Here, we contrast the mechanical response of regenerated cellulose fibers prepared using viscose and lyocell processes. We subject viscose and lyocell fibers to mechanical deformation, and fit this data to our phenomenological model. The microstructural parameters obtained from this fit characterize the two fibers. At elongational strains of a few percent, regenerated cellulose fibers show a decrease in the slope of the stress–strain curve. This has been identified as the yield point in the literature (Meredith 1945a, b; Gindl et al. 2006a, b). We demonstrate that this does not represent a true yield point for either viscose or lyocell fibers. On wetting the fibers, there is a change in the apparent yield strain. The nature of this change is qualitatively different for viscose and lyocell fibers, indicative of structural differences between these fibers.

Materials and methods

We perform experiments on commercial regenerated cellulose fibers manufactured using lyocell and viscose processes. These fibers were provided by Aditya Birla Science and Technology Company Pvt. Ltd. The linear mass density of lyocell fibers is 1.15 ± 0.29 den and that of viscose fibers is 1.2 ± 0.13 den. Viscose and lyocell fibers are characterized by a crystallinity index of 0.27-0.3 and 0.36-0.4, respectively (from a ratio of intensity under crystalline peaks to total intensity in WAXD, the range represents sample to sample variations). Lyocell fibers show higher crystal orientation with a Herman orientation parameter of 0.7, relative to 0.66 for viscose. Experiments were performed on “dry” fibers, conditioned at 25 °C and 55% RH for over a day, as well as on fibers soaked in water for at least 30 min. During measurements on wet fibers, the fiber is kept in contact with a pool of water so that it does not dry out during the experiment.

Mechanical measurements

Fibers were subjected to different mechanical histories using the ARES G2 rheometer (TA Instruments). Specifically, we perform stress strain, cyclic loading/unloading, stress relaxation and stress recovery experiments. For each test, a single fiber is clamped in the torsion fixture of the rheometer using a paper frame set up as described by Gindl and co-workers (Adusumalli et al. 2006) with gauge length between 10 and 11 mm. Each measurement is repeated at least 10 times and representative data are presented. We obtain the stress by dividing the force obtained from the rheometer by the average cross sectional area of the fiber.
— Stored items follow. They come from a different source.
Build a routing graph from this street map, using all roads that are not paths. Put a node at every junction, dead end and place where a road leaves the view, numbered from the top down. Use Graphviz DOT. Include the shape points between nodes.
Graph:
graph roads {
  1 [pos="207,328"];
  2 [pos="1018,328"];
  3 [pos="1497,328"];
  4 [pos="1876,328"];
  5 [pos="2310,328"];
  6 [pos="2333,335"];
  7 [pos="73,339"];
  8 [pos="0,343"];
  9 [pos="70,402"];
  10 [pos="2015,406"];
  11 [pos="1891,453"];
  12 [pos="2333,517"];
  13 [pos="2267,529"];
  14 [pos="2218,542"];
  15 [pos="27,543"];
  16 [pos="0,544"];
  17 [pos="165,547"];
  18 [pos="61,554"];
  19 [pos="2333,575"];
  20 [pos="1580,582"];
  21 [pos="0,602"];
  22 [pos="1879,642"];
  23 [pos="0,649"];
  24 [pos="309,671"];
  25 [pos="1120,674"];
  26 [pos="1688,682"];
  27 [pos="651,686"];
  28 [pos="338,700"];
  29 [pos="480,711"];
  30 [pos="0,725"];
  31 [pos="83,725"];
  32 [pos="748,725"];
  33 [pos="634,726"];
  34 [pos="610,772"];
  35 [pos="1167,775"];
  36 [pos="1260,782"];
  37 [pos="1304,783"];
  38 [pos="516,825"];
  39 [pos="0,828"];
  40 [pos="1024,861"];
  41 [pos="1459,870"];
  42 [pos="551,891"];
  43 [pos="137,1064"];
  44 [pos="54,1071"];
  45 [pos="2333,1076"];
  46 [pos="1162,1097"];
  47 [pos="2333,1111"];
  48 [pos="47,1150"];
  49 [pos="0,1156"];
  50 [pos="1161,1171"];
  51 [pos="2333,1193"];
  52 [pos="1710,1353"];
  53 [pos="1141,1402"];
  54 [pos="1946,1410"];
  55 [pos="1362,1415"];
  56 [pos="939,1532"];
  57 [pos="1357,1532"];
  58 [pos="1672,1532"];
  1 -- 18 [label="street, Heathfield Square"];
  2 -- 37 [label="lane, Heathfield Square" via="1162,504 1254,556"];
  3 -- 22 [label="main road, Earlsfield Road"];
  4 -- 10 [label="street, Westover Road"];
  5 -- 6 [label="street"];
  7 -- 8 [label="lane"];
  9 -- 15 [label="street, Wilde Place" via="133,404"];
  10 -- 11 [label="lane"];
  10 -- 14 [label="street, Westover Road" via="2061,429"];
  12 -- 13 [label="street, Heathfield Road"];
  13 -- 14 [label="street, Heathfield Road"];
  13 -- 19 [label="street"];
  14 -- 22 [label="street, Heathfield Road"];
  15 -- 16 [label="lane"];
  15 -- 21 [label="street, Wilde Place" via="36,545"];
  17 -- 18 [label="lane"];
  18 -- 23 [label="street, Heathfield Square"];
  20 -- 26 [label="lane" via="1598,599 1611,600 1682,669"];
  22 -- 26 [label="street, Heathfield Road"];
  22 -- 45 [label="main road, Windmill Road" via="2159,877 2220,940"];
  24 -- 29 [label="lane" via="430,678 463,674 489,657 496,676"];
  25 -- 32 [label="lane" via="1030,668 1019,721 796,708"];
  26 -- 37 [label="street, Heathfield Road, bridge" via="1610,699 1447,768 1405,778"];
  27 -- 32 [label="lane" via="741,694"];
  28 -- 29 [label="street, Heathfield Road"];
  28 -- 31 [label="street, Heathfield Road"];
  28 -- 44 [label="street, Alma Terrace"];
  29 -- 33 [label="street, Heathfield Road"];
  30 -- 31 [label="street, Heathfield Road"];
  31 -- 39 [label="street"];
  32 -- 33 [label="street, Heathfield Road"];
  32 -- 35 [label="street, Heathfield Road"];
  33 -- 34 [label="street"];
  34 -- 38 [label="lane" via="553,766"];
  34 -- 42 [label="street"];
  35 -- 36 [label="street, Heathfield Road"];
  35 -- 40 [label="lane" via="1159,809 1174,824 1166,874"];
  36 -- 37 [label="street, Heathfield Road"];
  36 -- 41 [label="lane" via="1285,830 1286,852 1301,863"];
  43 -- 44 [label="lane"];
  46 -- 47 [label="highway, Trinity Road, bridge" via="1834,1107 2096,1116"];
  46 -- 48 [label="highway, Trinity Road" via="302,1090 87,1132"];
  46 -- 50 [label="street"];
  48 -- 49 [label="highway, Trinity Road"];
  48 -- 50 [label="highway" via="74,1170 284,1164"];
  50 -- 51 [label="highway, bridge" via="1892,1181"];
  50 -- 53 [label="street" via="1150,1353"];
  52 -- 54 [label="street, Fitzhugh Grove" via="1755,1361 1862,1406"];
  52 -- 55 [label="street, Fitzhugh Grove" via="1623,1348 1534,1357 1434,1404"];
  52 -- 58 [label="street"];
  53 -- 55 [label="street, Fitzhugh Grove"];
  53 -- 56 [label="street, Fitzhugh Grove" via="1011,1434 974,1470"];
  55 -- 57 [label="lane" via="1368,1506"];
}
Stress strain measurements are performed on single fibers stretched at a constant strain rate of 4 × 10−3 s−1 until failure. Cyclic loading/unloading experiments are performed by stretching a single fiber to a predetermined strain at a fixed rate (4 × 10−3 s−1) after which the strain is decreased at the same rate to zero strain. These measurements are performed for different values of strains chosen below and above the apparent yield point. For stress relaxation measurements, fibers are stretched at a strain rate of 4 × 10−3 s−1 to a specified final strain. The strain is then held constant to monitor the evolution of stress. In stress recovery experiments, fibers are stretched to a final strain and are maintained at that strain for 1 h. After 1 h, strain on the fiber is decreased at 4 × 10−3 s−1 until the stress becomes zero. Subsequently, the fiber is held at that strain and the evolution of stress is monitored.

Wide angle X-ray diffraction (WAXD)

WAXD measurements are made on fibers in dry state. The diameter of the X-ray spot is greater than the average fiber diameter—hence, WAXD measurements are made on a bundle of fibers. These fibers are combed to straighten them and are then clamped in the WAXD. All measurements are made using Rigaku R Axis IV ++ equipped with a microfocus source (Cu Kα radiation, λ = 0.154 nm, 1.2 kW rotating anode generator).

We mount a stretching device (Linkam Tensile Stress Testing System - TST350) on the WAXD instrument to perform in situ diffraction measurements during stretching. WAXD measurement is performed on combed, straightened fibers in the unstretched state at first; then the fibers are stretched at a strain rate of 4 × 10−3 s−1 to a specific value of final strain and are held at this strain for 2 days to allow the stress to relax to a plateau. Once the stress plateaus, WAXD is performed again on these stretched fibers (Fig. 2).

Fig. 2
figure 2

a 2D wide-angle x ray pattern showing highly anisotropic scattering from regenerated cellulose fibers. b 1D data for lyocell and viscose fibers indexed based on the literature (Chen et al. 2006; Jiang et al. 2012a, b)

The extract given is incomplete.